Depuis la mort de Mahsa Amini en Iran, des dizaines de morts et plus de sept cents arrestations

Manifestation à Téhéran après la mort de Mahsa Amini, à Téhéran, le 19 septembre 2022. AP

Selon un bilan officiel, qui inclut manifestants et forces de l’ordre, quarante et une personnes ont été tuées en dix jours dans plusieurs villes du pays.
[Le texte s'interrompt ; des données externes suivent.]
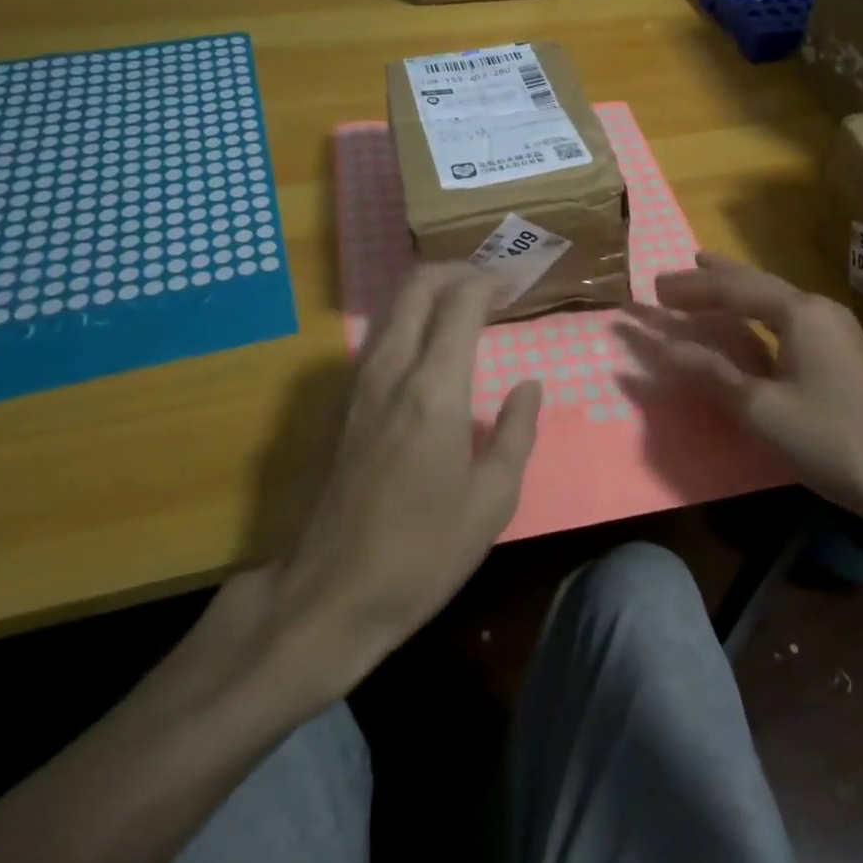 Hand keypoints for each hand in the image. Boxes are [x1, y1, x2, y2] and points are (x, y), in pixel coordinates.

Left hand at [268, 265, 540, 691]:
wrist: (332, 591)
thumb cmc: (424, 550)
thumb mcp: (493, 499)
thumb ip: (516, 431)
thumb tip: (529, 385)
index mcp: (433, 388)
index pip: (459, 302)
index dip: (489, 282)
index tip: (516, 284)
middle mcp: (392, 370)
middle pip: (417, 287)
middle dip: (455, 271)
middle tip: (492, 284)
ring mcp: (362, 383)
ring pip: (395, 308)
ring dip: (431, 293)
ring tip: (469, 308)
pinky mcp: (347, 402)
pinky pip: (382, 335)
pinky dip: (413, 319)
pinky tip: (435, 345)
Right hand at [646, 252, 862, 525]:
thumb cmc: (828, 439)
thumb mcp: (760, 408)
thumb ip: (711, 372)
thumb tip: (664, 347)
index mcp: (799, 313)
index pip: (733, 289)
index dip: (691, 288)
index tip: (655, 288)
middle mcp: (818, 308)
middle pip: (755, 283)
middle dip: (712, 279)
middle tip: (673, 277)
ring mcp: (835, 328)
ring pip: (774, 296)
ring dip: (735, 289)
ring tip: (705, 276)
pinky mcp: (842, 350)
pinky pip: (787, 314)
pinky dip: (756, 310)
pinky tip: (749, 318)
L’ONG Iran Human Rights fait de son côté état, lundi soir, d’au moins 76 morts.

La répression ne faiblit pas davantage que la colère en Iran. « Lors des troubles de ces derniers jours, 450 émeutiers ont été arrêtés » dans la province de Mazandaran, dans le nord du pays, a déclaré le procureur général de la province, Mohammad Karimi, cité par l’agence de presse officielle IRNA.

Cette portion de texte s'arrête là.